El anarquismo es una visión del mundo, una filosofía de la sociedad; de hecho, es LA filosofía de la sociedad, y todo aquel que considere al mundo y a la vida humana en su más profundo sentido y en su más completo desarrollo, decidiéndose en consecuencia a favor de la forma social más deseable, no puede dejar de decidirse por el anarquismo. Cualquier otra forma es una media tinta o un parche.

¿Es deseable el anarquismo? Bueno, ¿quién no desea la libertad? ¿Qué hombre, a menos que desee reconocerse a sí mismo como esclavo, llamaría “agradable” a alguna forma de control? ¡Piénsalo!
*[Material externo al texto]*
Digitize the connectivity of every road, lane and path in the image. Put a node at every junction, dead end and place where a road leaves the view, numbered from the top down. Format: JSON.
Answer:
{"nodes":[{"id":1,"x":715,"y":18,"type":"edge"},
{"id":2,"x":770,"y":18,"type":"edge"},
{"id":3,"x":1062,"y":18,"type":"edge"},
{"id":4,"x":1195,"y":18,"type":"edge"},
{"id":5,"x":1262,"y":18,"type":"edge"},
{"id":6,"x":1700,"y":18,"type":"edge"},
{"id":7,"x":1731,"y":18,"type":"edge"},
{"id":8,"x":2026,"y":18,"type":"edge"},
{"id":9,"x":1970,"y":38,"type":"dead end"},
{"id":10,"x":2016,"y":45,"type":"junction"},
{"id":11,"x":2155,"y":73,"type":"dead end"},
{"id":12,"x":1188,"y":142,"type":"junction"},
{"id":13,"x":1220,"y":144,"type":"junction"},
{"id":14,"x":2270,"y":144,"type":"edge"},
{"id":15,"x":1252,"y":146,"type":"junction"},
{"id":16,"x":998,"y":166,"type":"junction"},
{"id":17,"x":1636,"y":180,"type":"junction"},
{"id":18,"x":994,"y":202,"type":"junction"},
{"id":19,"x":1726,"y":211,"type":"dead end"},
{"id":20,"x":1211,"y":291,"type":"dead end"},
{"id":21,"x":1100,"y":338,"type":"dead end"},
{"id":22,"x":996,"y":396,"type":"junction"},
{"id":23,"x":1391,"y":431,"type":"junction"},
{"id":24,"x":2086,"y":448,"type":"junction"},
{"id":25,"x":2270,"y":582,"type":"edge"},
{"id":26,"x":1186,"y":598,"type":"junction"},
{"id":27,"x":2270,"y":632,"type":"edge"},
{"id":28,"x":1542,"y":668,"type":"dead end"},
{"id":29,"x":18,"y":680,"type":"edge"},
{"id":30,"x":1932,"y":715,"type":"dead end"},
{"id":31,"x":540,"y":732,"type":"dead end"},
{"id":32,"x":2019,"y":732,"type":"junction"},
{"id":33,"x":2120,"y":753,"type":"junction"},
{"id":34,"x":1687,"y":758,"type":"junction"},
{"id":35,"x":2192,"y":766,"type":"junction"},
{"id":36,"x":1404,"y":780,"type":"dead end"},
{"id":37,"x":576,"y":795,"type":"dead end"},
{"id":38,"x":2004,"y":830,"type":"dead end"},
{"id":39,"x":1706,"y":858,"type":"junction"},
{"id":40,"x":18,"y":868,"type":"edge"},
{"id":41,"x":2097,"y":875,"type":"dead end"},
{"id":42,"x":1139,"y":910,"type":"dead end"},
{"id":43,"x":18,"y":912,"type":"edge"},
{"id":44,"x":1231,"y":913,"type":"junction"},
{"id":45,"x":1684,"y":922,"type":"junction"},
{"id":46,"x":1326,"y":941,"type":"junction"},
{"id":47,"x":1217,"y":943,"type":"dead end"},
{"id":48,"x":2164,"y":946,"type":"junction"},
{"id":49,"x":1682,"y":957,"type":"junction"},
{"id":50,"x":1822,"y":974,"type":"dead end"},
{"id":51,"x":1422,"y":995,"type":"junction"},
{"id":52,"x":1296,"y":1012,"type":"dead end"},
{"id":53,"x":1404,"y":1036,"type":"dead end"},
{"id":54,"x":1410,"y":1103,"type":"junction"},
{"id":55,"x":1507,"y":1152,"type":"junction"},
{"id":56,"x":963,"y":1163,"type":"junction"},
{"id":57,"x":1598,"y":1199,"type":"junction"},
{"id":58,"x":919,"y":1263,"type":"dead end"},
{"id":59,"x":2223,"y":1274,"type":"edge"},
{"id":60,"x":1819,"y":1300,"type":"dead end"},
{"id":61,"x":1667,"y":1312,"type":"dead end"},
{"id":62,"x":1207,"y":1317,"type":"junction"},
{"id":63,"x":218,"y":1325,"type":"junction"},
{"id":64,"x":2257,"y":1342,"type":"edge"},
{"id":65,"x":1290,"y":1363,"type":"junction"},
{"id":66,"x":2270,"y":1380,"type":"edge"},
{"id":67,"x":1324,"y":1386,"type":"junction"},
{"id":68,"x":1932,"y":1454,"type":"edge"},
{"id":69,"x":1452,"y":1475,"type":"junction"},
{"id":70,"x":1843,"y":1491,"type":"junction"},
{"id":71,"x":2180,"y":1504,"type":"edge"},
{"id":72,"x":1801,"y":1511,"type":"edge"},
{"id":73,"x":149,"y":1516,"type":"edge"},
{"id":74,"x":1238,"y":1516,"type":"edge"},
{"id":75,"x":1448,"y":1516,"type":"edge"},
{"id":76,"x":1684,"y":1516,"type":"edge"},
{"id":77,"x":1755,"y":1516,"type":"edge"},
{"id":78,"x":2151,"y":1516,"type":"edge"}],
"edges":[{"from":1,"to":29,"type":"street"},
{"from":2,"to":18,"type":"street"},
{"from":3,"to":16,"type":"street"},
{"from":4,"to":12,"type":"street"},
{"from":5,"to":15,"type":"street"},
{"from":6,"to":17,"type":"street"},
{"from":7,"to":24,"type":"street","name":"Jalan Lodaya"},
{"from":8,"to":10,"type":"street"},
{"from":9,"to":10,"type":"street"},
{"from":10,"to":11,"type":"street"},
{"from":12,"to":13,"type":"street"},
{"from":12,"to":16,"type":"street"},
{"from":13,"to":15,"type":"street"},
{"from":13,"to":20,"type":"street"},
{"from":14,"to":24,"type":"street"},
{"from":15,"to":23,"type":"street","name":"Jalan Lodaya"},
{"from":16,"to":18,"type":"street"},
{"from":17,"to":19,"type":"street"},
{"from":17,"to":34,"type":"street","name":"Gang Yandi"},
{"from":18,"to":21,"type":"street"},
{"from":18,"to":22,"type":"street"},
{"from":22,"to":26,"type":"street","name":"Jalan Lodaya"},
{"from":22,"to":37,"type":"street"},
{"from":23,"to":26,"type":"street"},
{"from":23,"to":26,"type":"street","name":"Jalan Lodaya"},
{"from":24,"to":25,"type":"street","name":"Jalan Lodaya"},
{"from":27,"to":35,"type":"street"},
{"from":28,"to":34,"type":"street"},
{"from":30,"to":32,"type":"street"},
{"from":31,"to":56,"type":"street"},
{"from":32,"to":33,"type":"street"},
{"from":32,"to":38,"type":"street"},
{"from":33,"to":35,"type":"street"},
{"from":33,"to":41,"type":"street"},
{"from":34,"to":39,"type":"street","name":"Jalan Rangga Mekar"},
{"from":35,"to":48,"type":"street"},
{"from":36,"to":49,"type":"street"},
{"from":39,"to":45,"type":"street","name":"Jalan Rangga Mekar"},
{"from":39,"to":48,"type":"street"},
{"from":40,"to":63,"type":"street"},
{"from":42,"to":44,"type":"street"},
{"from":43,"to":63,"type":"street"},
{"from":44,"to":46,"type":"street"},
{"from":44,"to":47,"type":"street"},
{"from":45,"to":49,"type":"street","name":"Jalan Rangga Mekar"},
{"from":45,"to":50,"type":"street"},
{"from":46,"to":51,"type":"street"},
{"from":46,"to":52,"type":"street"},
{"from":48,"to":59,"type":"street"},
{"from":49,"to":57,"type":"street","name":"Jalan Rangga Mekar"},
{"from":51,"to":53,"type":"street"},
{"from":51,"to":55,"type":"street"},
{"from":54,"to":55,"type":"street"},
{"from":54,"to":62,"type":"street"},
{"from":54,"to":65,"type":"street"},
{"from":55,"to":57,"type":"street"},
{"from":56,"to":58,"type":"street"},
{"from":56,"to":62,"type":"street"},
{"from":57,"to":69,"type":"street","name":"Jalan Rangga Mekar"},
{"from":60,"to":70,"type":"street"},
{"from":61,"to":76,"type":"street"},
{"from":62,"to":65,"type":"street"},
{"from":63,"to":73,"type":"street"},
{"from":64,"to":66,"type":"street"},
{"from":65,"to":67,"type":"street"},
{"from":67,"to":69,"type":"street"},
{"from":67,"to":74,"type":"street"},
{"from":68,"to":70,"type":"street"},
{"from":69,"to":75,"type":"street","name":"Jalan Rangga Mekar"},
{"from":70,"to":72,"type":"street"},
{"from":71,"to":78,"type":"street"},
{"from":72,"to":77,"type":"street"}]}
¿Es posible el anarquismo? Que los intentos por alcanzar la libertad fracasen no significa que la causa esté perdida. El hecho de que hoy la lucha por la libertad sea más clara y más fuerte que nunca antes; el hecho de que hoy existan varias precondiciones para lograr el objetivo; y el hecho de que por lo tanto estemos más cerca de la anarquía de lo que hubiéramos esperado tiempo atrás: todo esto demuestra que ha crecido el deseo de borrar todo autoritarismo de la faz de la Tierra.

Los anarquistas son socialistas porque quieren la mejora de la sociedad, y son comunistas porque están convencidos de que tal transformación de la sociedad sólo puede resultar del establecimiento de una comunidad de bienes.

Los objetivos de los anarquistas y de los verdaderos comunistas son idénticos. ¿Por qué, entonces, a los anarquistas no les basta con llamarse a sí mismos socialistas o comunistas? Porque no quieren ser confundidos con las personas que falsifican esas palabras, como muchos de hoy en día, y porque creen que el comunismo, sin el espíritu del anarquismo, sería un sistema incompleto, menos que deseable.

Comunistas y anarquistas también están de acuerdo en las tácticas. Cualquiera que rechace la sociedad presente buscando condiciones sociales basadas en la distribución de la propiedad es un revolucionario, se llame a sí mismo anarquista o comunista. Pero los anarquistas no son perros sanguinarios que hablan livianamente de revolución para asesinar e incendiar. Hacen propaganda revolucionaria porque saben que la clase privilegiada no puede ser derrocada pacíficamente.

Por lo tanto, para bien del proletariado los anarquistas consideran necesario mostrarle a éste que antes de lograr sus objetivos tendrá que ganar una batalla gigantesca. Los anarquistas se preparan para la revolución social y emplean todos los medios (orales, escritos, e incluso los de hecho) para acelerar el desarrollo revolucionario.

¿Puede alguien que honestamente apoye al proletariado acusarlos por ello? En consecuencia, podemos comprender fácilmente que los capitalistas, la policía, la prensa, el clero y otros hipócritas y filisteos ocupen todo su tiempo en odiarnos con todo su corazón, con toda su mente, con toda su alma y con toda su fuerza.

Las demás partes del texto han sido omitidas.